Scrisse, in latino Ethica secundum Stoicos, che costituise una fonte importantissima sul pensiero greco, da Platone agli stoici. Gran parte delle sue opere furono messe al rogo, ma quelle che sono rimaste vengono studiate in tutto ol mondo, anche se gran parte di esse rimangono, purtroppo, inevite. L’università Cattolica di Lovanio(Belgio) studia i trattati di Astronomia di Barlaam.
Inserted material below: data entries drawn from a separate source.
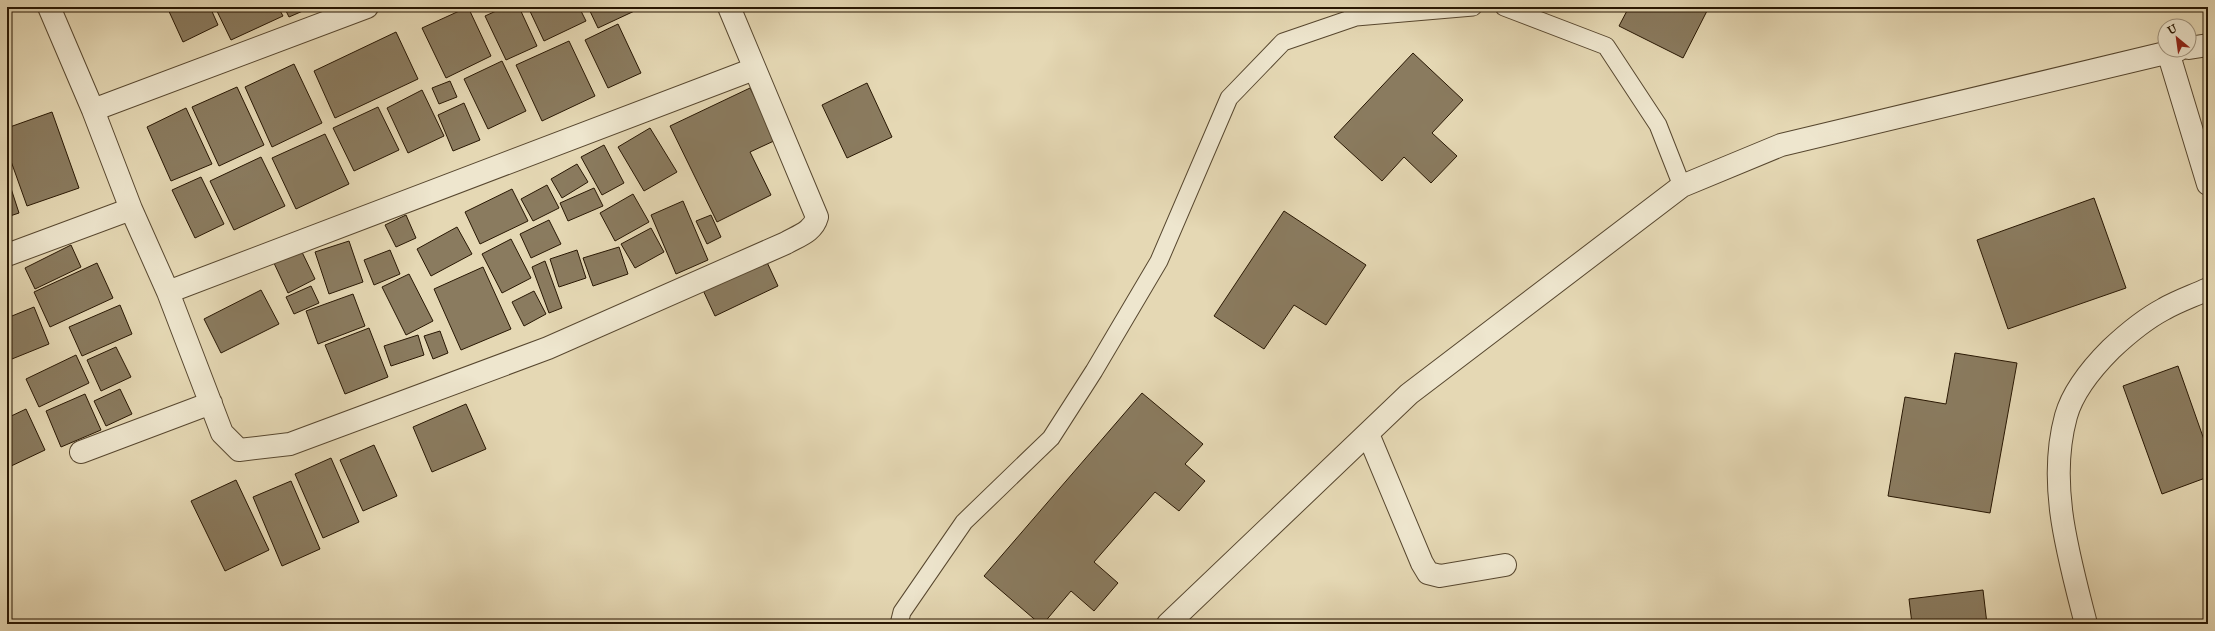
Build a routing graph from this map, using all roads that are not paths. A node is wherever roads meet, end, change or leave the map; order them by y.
1 (49, 7) edge
2 (367, 7) edge
3 (729, 7) edge
4 (1473, 7) edge
5 (1504, 7) edge
6 (2208, 45) edge
7 (2197, 47) edge
8 (2157, 55) edge
9 (2180, 58) edge
10 (754, 69) junction
11 (93, 110) junction
12 (2208, 184) edge
13 (1682, 186) junction
14 (131, 209) junction
15 (7, 255) edge
16 (2208, 289) edge
17 (168, 292) junction
18 (211, 403) junction
19 (1368, 434) junction
20 (81, 452) dead end
21 (1505, 565) dead end
22 (899, 624) edge
23 (1168, 624) edge
24 (2086, 624) edge

1 - 11 street
2 - 11 street
3 - 10 street
4 - 22 lane
5 - 13 lane
6 - 7 street
8 - 13 street
9 - 12 street
10 - 17 street
10 - 18 street
11 - 14 street
13 - 19 street
14 - 15 street
14 - 17 street
16 - 24 street
17 - 18 street
18 - 20 street
19 - 21 street
19 - 23 street

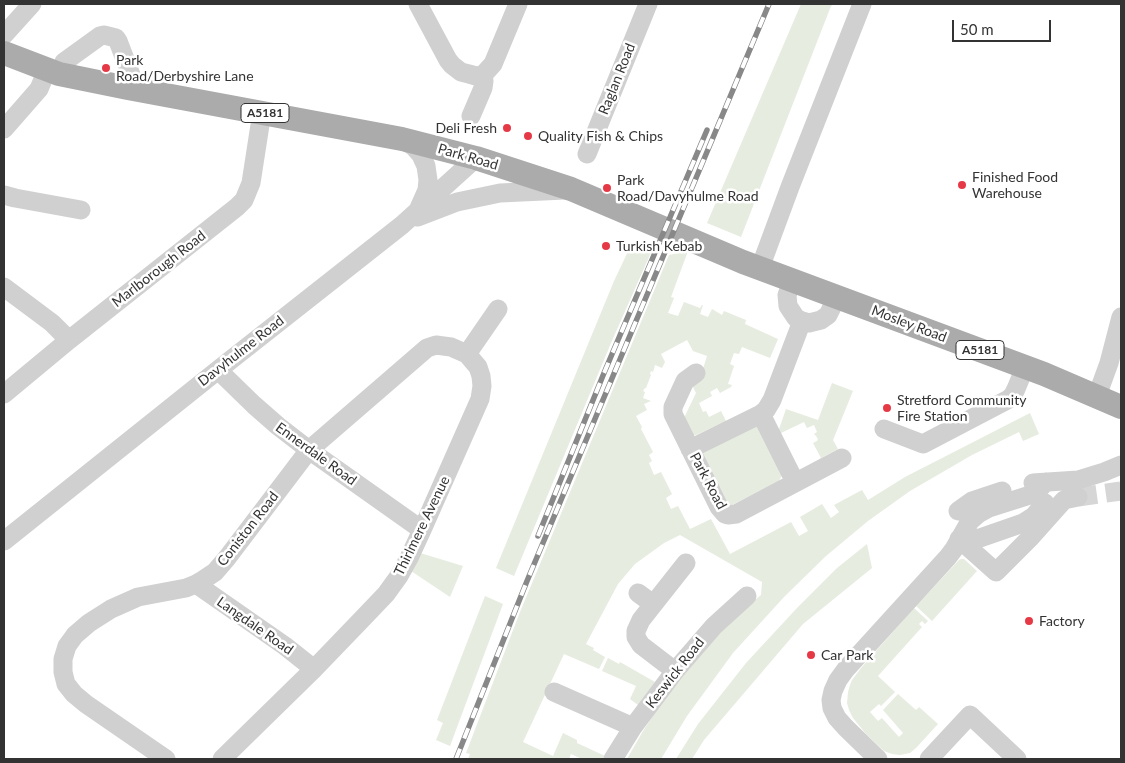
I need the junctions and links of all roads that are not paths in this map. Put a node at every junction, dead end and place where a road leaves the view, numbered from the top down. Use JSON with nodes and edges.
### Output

Studi sulle sue opere teologiche e di erudizione sono in corso in Italia, Grecia, India, Svizzera, Germania, Serbia, Russia, Canada.

Leonzio Pilato( XV sec.)

Detto il “Tessalo” per la conoscenza della cultura greca, fu maestro del Petrarca e del Boccaccio.
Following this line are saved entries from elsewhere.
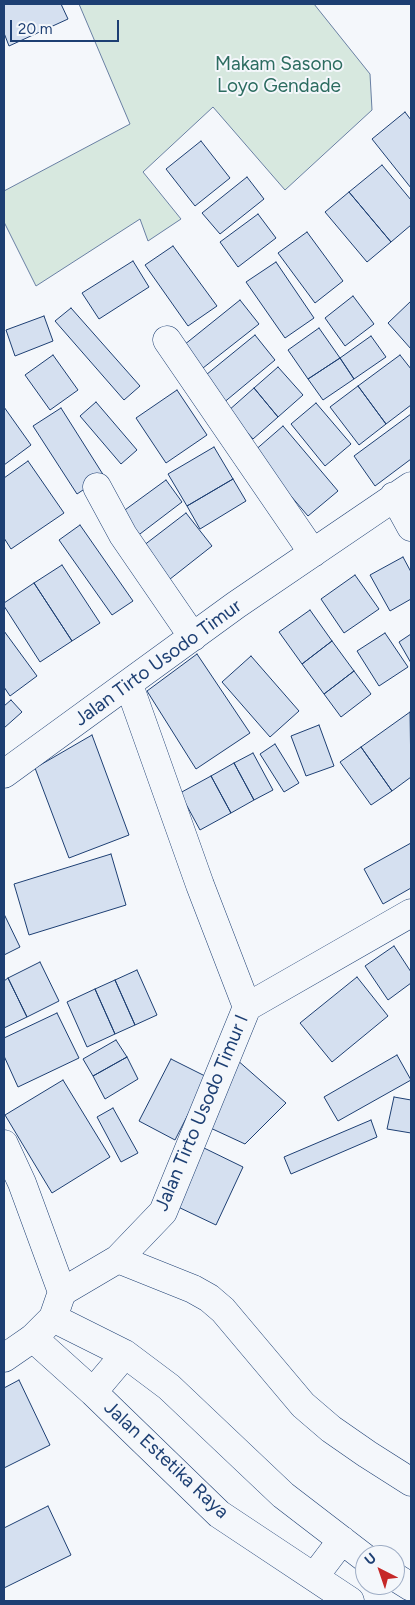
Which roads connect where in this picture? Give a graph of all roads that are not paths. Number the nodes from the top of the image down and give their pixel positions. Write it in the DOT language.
graph roads {
  1 [pos="167,340"];
  2 [pos="97,487"];
  3 [pos="403,491"];
  4 [pos="411,527"];
  5 [pos="313,553"];
  6 [pos="193,637"];
  7 [pos="129,685"];
  8 [pos="4,774"];
  9 [pos="411,913"];
  10 [pos="247,1007"];
  11 [pos="4,1144"];
  12 [pos="118,1259"];
  13 [pos="62,1292"];
  14 [pos="53,1318"];
  15 [pos="32,1338"];
  16 [pos="125,1354"];
  17 [pos="4,1358"];
  18 [pos="93,1392"];
  19 [pos="411,1482"];
  20 [pos="342,1540"];
  21 [pos="355,1550"];
  22 [pos="314,1577"];
  23 [pos="350,1601"];
  1 -- 5 [label="street"];
  2 -- 6 [label="street"];
  3 -- 4 [label="street"];
  3 -- 5 [label="street, Jalan Tirto Usodo Timur"];
  5 -- 6 [label="street, Jalan Tirto Usodo Timur"];
  6 -- 7 [label="street, Jalan Tirto Usodo Timur"];
  7 -- 8 [label="street, Jalan Tirto Usodo Timur"];
  7 -- 10 [label="street, Jalan Tirto Usodo Timur I"];
  9 -- 10 [label="street, Jalan Tirto Usodo Timur I"];
  10 -- 12 [label="street, Jalan Tirto Usodo Timur I"];
  11 -- 13 [label="street"];
  12 -- 13 [label="street, Jalan Tirto Usodo Timur I"];
  12 -- 19 [label="street"];
  13 -- 14 [label="street"];
  14 -- 15 [label="street"];
  14 -- 16 [label="street"];
  15 -- 17 [label="street"];
  15 -- 18 [label="street, Jalan Estetika Raya"];
  16 -- 18 [label="street, Jalan Estetika Raya"];
  16 -- 20 [label="street"];
  18 -- 22 [label="street, Jalan Estetika Raya"];
  20 -- 21 [label="street"];
  20 -- 22 [label="street"];
  22 -- 23 [label="street, Jalan Estetika Raya"];
}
Traduttore dell’ iliade e dell’Odisea del greco al Latino, nacque a Seminara nel primo decennio del XIV secolo da genitorio di ceppo greco. Ricevette, come egli stesso sostiene, i primi insegnamenti di lengua e cultura greca da Barlaam che gli fu maestro.
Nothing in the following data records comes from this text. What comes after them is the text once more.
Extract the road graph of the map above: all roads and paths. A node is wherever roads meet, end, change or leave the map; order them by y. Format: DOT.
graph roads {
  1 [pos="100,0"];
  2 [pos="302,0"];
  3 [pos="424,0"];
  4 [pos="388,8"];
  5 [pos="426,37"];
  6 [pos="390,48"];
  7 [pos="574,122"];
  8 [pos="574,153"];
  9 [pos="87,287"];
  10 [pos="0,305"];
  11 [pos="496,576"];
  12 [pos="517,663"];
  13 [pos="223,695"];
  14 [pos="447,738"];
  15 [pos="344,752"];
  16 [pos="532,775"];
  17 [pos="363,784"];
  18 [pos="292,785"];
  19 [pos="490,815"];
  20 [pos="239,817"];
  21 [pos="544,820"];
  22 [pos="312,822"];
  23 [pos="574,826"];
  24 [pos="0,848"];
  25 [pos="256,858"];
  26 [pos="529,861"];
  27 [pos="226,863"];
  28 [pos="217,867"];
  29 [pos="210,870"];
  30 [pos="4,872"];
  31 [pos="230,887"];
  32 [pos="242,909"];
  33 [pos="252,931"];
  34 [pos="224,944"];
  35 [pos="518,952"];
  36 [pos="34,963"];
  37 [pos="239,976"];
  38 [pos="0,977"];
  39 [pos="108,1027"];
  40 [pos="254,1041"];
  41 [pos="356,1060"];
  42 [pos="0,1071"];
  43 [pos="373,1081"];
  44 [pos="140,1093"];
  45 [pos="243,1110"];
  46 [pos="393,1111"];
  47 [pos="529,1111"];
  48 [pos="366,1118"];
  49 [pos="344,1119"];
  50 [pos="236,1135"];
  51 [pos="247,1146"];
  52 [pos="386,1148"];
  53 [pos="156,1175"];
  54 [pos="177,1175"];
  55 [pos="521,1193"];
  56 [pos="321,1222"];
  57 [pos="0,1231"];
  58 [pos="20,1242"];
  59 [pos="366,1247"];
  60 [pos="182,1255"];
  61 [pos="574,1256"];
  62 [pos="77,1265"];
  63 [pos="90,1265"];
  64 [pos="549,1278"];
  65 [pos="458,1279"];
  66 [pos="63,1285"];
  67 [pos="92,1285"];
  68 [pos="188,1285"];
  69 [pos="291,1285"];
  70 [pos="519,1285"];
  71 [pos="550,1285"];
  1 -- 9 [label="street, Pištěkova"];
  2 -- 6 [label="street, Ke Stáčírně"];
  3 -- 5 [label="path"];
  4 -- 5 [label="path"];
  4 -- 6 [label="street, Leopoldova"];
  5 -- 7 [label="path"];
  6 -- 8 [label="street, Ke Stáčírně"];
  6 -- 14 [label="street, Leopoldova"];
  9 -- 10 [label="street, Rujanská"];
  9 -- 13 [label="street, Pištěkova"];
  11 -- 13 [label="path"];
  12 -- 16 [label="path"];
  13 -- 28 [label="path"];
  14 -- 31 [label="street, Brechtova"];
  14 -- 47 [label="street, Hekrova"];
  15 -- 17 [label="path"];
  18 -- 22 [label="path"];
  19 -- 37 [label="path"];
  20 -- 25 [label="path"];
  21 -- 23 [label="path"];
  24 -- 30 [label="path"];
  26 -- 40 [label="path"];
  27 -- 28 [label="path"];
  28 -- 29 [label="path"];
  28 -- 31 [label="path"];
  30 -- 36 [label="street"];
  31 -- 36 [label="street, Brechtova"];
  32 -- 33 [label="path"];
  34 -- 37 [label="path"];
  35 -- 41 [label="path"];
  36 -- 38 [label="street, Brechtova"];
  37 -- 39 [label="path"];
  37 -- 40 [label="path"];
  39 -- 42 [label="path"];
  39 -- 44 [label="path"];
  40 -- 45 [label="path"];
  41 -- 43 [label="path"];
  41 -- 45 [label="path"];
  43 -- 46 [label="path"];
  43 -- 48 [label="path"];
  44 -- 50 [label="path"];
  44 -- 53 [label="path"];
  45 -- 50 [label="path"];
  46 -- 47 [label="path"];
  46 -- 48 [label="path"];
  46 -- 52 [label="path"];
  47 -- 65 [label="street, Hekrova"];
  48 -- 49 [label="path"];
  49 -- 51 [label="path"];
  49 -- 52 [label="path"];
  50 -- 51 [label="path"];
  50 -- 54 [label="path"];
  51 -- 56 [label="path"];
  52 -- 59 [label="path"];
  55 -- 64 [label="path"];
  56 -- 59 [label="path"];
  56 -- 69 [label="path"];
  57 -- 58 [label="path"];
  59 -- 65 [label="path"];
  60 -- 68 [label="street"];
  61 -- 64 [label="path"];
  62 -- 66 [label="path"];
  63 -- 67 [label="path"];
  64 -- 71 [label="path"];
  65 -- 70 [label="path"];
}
Verso il 1341/2 lo troviamo a Napoli, dov’è conosciuto come grande esperto di Mitologia greca tanto da essere interpellato da Paolo da Perugia sull’interpretazione del Mito greco di Penteo e, quindi, dei Misteri di Dionisio. Verso il 1346/7 Leonzio Pilato, forse mandato da Barlaam a perfezionarsi nella lingua e letteratura greca, si reca nell’isola de Creta. Qui rimane per circa 10 anni e si procura da vivere tenendo lezioni per i figli della nobiltà veneziana, allora padroni dell’Isola. Ritornato in Italia attraverso Venezia, nell’inverno del 1358 lo troviamo a Padova dove acquisisce grande fama per la sua straordinaria capacità di tradurre dal greco, lingua allora quasi del tutto sconosciuta in Italia. Francesco Petrarca, che lì si trovava, possedendo un codice greco dell’Iliade, lo contattò perchè traducesse le opere immortali di Omero.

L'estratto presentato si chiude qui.